Stored items
---

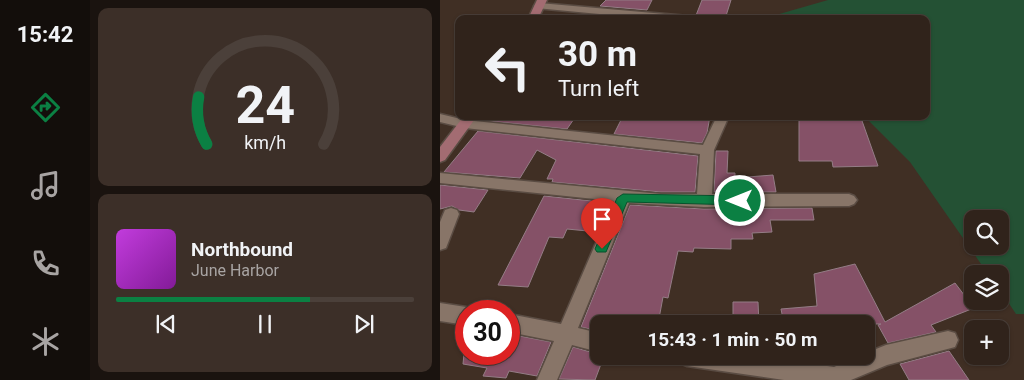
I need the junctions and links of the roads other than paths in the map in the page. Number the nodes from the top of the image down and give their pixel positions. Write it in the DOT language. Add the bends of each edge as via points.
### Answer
graph roads {
  1 [pos="541,3"];
  2 [pos="536,15"];
  3 [pos="651,15"];
  4 [pos="440,118"];
  5 [pos="455,119"];
  6 [pos="468,120"];
  7 [pos="720,120"];
  8 [pos="707,150"];
  9 [pos="440,157"];
  10 [pos="440,178"];
  11 [pos="623,198"];
  12 [pos="848,200"];
  13 [pos="704,201"];
  14 [pos="451,214"];
  15 [pos="440,243"];
  16 [pos="440,312"];
  17 [pos="455,314"];
  18 [pos="520,325"];
  19 [pos="567,334"];
  20 [pos="590,340"];
  21 [pos="948,340"];
  22 [pos="747,365"];
  23 [pos="835,378"];
  24 [pos="547,380"];
  1 -- 2 [label="street"];
  1 -- 3 [label="street"];
  4 -- 5 [label="street"];
  6 -- 8 [label="street"];
  6 -- 9 [label="street"];
  7 -- 8 [label="street"];
  8 -- 13 [label="street"];
  10 -- 11 [label="street"];
  11 -- 13 [label="street"];
  11 -- 19 [label="street"];
  12 -- 13 [label="street"];
  14 -- 15 [label="street"];
  16 -- 17 [label="street"];
  18 -- 19 [label="street"];
  19 -- 20 [label="street"];
  19 -- 24 [label="street"];
  21 -- 23 [label="street" via="886,355"];
  22 -- 23 [label="street"];
}
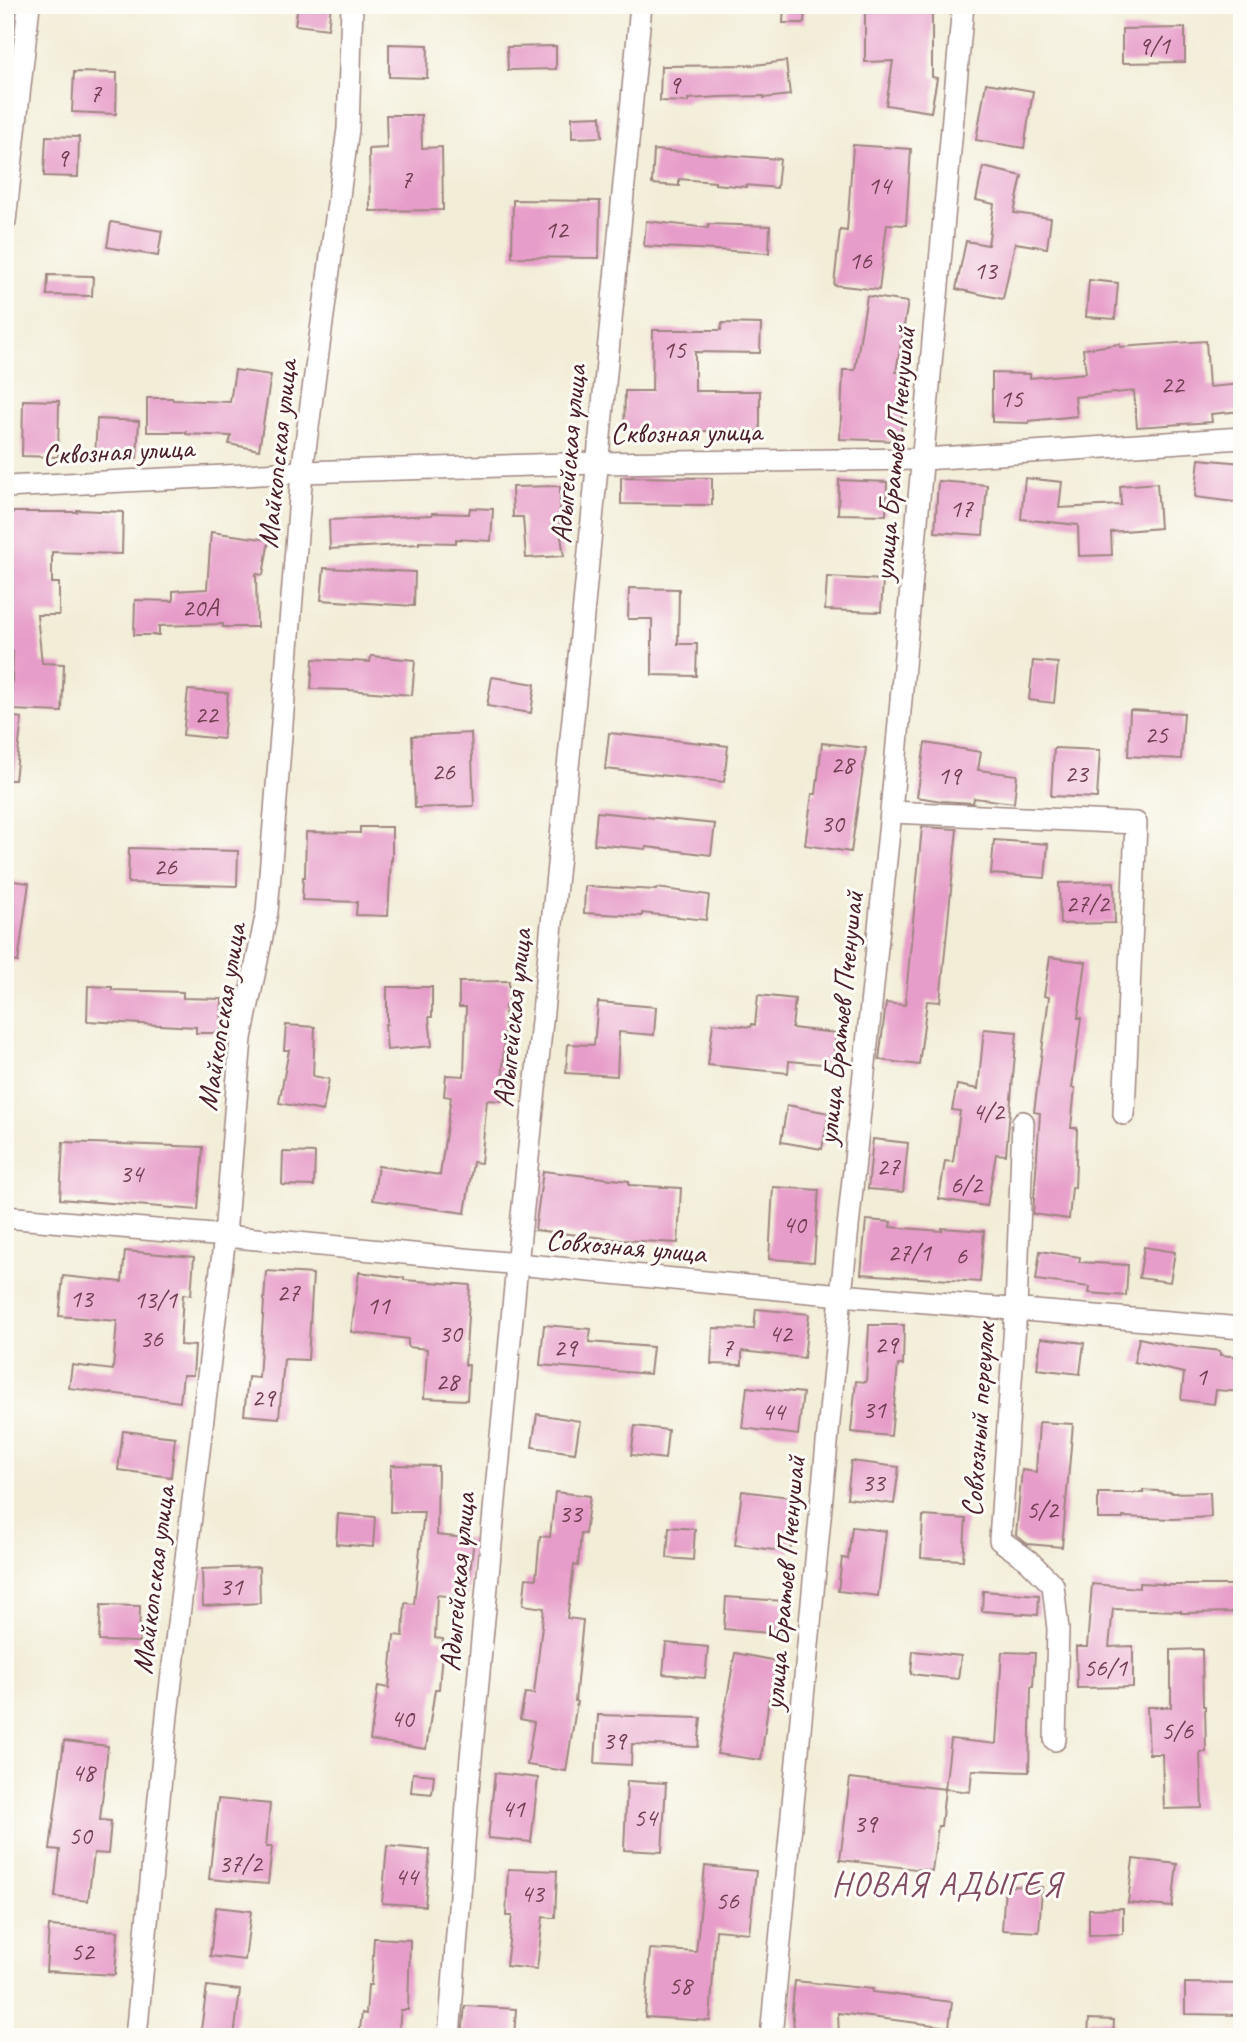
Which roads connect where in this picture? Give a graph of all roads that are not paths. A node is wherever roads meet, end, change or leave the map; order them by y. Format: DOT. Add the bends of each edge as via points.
graph roads {
  1 [pos="29,5"];
  2 [pos="352,5"];
  3 [pos="641,5"];
  4 [pos="963,5"];
  5 [pos="5,221"];
  6 [pos="1242,438"];
  7 [pos="924,459"];
  8 [pos="597,463"];
  9 [pos="302,472"];
  10 [pos="5,487"];
  11 [pos="891,812"];
  12 [pos="1124,1114"];
  13 [pos="1024,1122"];
  14 [pos="5,1217"];
  15 [pos="225,1236"];
  16 [pos="517,1265"];
  17 [pos="841,1295"];
  18 [pos="1016,1309"];
  19 [pos="1242,1328"];
  20 [pos="1055,1740"];
  21 [pos="136,2037"];
  22 [pos="449,2037"];
  23 [pos="771,2037"];
  1 -- 5 [label="street"];
  2 -- 9 [label="street, Майкопская улица" via="348,129"];
  3 -- 8 [label="street, Адыгейская улица"];
  4 -- 7 [label="street, улица Братьев Пченушай"];
  6 -- 7 [label="street, Сквозная улица"];
  7 -- 8 [label="street, Сквозная улица"];
  7 -- 11 [label="street, улица Братьев Пченушай"];
  8 -- 9 [label="street, Сквозная улица"];
  8 -- 16 [label="street, Адыгейская улица"];
  9 -- 10 [label="street, Сквозная улица"];
  9 -- 15 [label="street, Майкопская улица" via="267,912 241,1038"];
  11 -- 12 [label="street" via="1136,823"];
  11 -- 17 [label="street, улица Братьев Пченушай"];
  13 -- 18 [label="street, Совхозный переулок"];
  14 -- 15 [label="street, Совхозная улица"];
  15 -- 16 [label="street, Совхозная улица"];
  15 -- 21 [label="street, Майкопская улица" via="167,1715"];
  16 -- 17 [label="street, Совхозная улица"];
  16 -- 22 [label="street, Адыгейская улица"];
  17 -- 18 [label="street, Совхозная улица"];
  17 -- 23 [label="street, улица Братьев Пченушай"];
  18 -- 19 [label="street, Совхозная улица"];
  18 -- 20 [label="street, Совхозный переулок" via="1000,1540 1053,1585 1058,1629"];
}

---

Problem description ▸ Do not include images; quote all of the entries above exactly.

Completed exercise ▸
I need the junctions and links of the roads other than paths in the map in the page. Number the nodes from the top of the image down and give their pixel positions. Write it in the DOT language. Add the bends of each edge as via points.
### Answer
graph roads {
  1 [pos="541,3"];
  2 [pos="536,15"];
  3 [pos="651,15"];
  4 [pos="440,118"];
  5 [pos="455,119"];
  6 [pos="468,120"];
  7 [pos="720,120"];
  8 [pos="707,150"];
  9 [pos="440,157"];
  10 [pos="440,178"];
  11 [pos="623,198"];
  12 [pos="848,200"];
  13 [pos="704,201"];
  14 [pos="451,214"];
  15 [pos="440,243"];
  16 [pos="440,312"];
  17 [pos="455,314"];
  18 [pos="520,325"];
  19 [pos="567,334"];
  20 [pos="590,340"];
  21 [pos="948,340"];
  22 [pos="747,365"];
  23 [pos="835,378"];
  24 [pos="547,380"];
  1 -- 2 [label="street"];
  1 -- 3 [label="street"];
  4 -- 5 [label="street"];
  6 -- 8 [label="street"];
  6 -- 9 [label="street"];
  7 -- 8 [label="street"];
  8 -- 13 [label="street"];
  10 -- 11 [label="street"];
  11 -- 13 [label="street"];
  11 -- 19 [label="street"];
  12 -- 13 [label="street"];
  14 -- 15 [label="street"];
  16 -- 17 [label="street"];
  18 -- 19 [label="street"];
  19 -- 20 [label="street"];
  19 -- 24 [label="street"];
  21 -- 23 [label="street" via="886,355"];
  22 -- 23 [label="street"];
}
Which roads connect where in this picture? Give a graph of all roads that are not paths. A node is wherever roads meet, end, change or leave the map; order them by y. Format: DOT. Add the bends of each edge as via points.
graph roads {
  1 [pos="29,5"];
  2 [pos="352,5"];
  3 [pos="641,5"];
  4 [pos="963,5"];
  5 [pos="5,221"];
  6 [pos="1242,438"];
  7 [pos="924,459"];
  8 [pos="597,463"];
  9 [pos="302,472"];
  10 [pos="5,487"];
  11 [pos="891,812"];
  12 [pos="1124,1114"];
  13 [pos="1024,1122"];
  14 [pos="5,1217"];
  15 [pos="225,1236"];
  16 [pos="517,1265"];
  17 [pos="841,1295"];
  18 [pos="1016,1309"];
  19 [pos="1242,1328"];
  20 [pos="1055,1740"];
  21 [pos="136,2037"];
  22 [pos="449,2037"];
  23 [pos="771,2037"];
  1 -- 5 [label="street"];
  2 -- 9 [label="street, Майкопская улица" via="348,129"];
  3 -- 8 [label="street, Адыгейская улица"];
  4 -- 7 [label="street, улица Братьев Пченушай"];
  6 -- 7 [label="street, Сквозная улица"];
  7 -- 8 [label="street, Сквозная улица"];
  7 -- 11 [label="street, улица Братьев Пченушай"];
  8 -- 9 [label="street, Сквозная улица"];
  8 -- 16 [label="street, Адыгейская улица"];
  9 -- 10 [label="street, Сквозная улица"];
  9 -- 15 [label="street, Майкопская улица" via="267,912 241,1038"];
  11 -- 12 [label="street" via="1136,823"];
  11 -- 17 [label="street, улица Братьев Пченушай"];
  13 -- 18 [label="street, Совхозный переулок"];
  14 -- 15 [label="street, Совхозная улица"];
  15 -- 16 [label="street, Совхозная улица"];
  15 -- 21 [label="street, Майкопская улица" via="167,1715"];
  16 -- 17 [label="street, Совхозная улица"];
  16 -- 22 [label="street, Адыгейская улица"];
  17 -- 18 [label="street, Совхозная улица"];
  17 -- 23 [label="street, улица Братьев Пченушай"];
  18 -- 19 [label="street, Совхозная улица"];
  18 -- 20 [label="street, Совхозный переулок" via="1000,1540 1053,1585 1058,1629"];
}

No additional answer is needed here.